[rabbitmq-discuss] RabbitMQ 1.7.2 with Erlang R13B04 crashes after several hours running MulticastMain from 1.7.2
Matthew Sackman
matthew at lshift.net
Mon Apr 5 14:41:52 BST 2010
Hi John,
On Fri, Apr 02, 2010 at 05:01:14PM +0100, Matthew Sackman wrote:
> The "Memory limit set to 819MB." shows that rabbit really did detect
> 4GB of Ram in there, which is interesting for a Windows system - it
> suggests you're running a 64-bit Erlang.

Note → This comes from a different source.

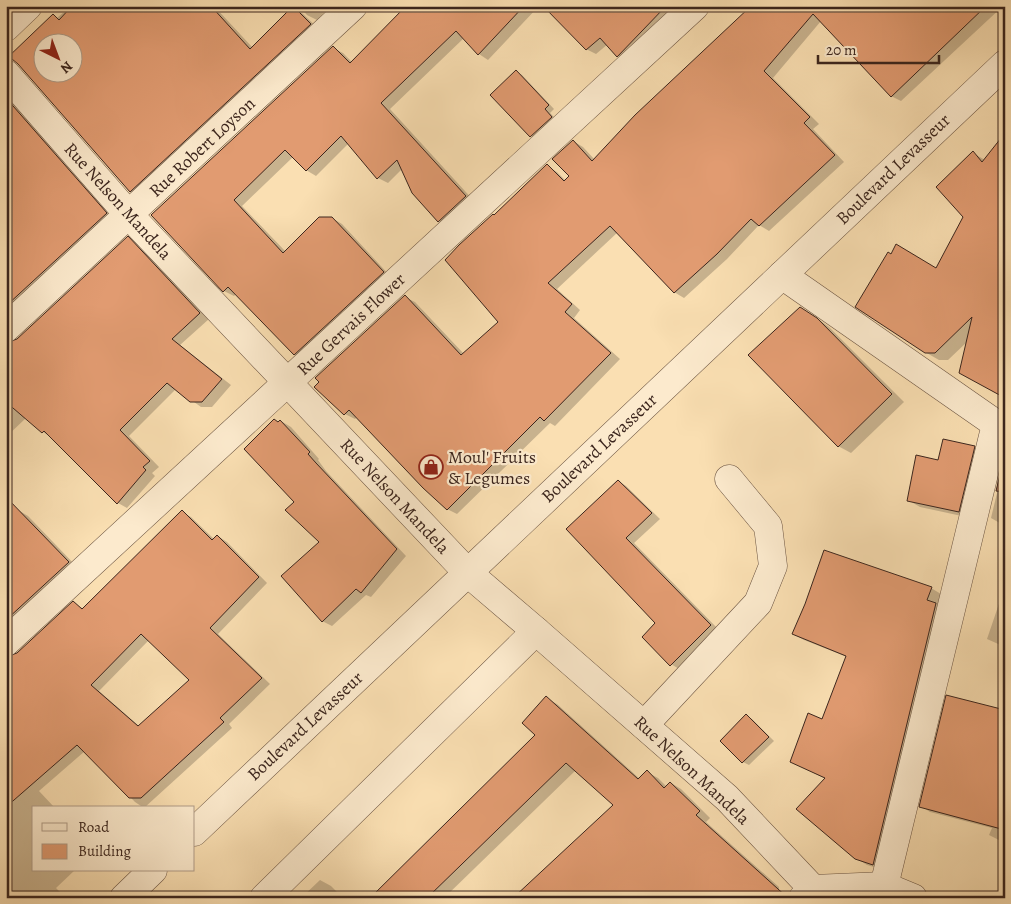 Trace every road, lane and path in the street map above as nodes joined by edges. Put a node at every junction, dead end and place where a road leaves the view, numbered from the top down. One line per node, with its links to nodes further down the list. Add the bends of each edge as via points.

No, no it doesn't. I can't do maths...
819/0.4 = 2048.
On Mon, Apr 05, 2010 at 03:20:26PM +0200, John Apps wrote:
> Here you go:
> >>>os:type().
> {win32,nt}
> >>>erlang:system_info(wordsize).
> 4
>
> >>>Also, if you start up rabbit, and in the rabbit shell, type:
> >>>vm_memory_monitor:get_total_memory().
> 4284735488
Right, this all makes sense. You're running a 32-bit Erlang, which
depending on all sorts of fairly ridiculous issues with Windows, means
that the biggest amount of memory that Windows will allocate to Erlang
(or any 32 bit process) is sometimes 2GB and sometimes 3GB. Under 32-bit
windows, we take the minimum of the detected RAM (4GB in your case), and
2GB (32bit on Windows). The 0.4 scaling is done after that, which is why
we end up with 819MB.
It would then seem that the malloc failed because it would have taken
the erlang process above the 2GB or 3GB limit (whichever your version of
Windows applies to 32-bit programs). The correct thing to do in this
case is to lower the 0.4 and try again, I'm afraid. Slightly more
documentation is available at
http://www.rabbitmq.com/extensions.html#memsup
I am surprised that even inspite of the 0.4 scaling, you still managed
to get Rabbit to go above the address space limit. Flow control should
have kicked in, stopping the producer. The consumer could still continue
but clearly something happened which caused Erlang to require more
memory than Windows could supply it with.
Does it still happen if you lower the -n parameter in your tests?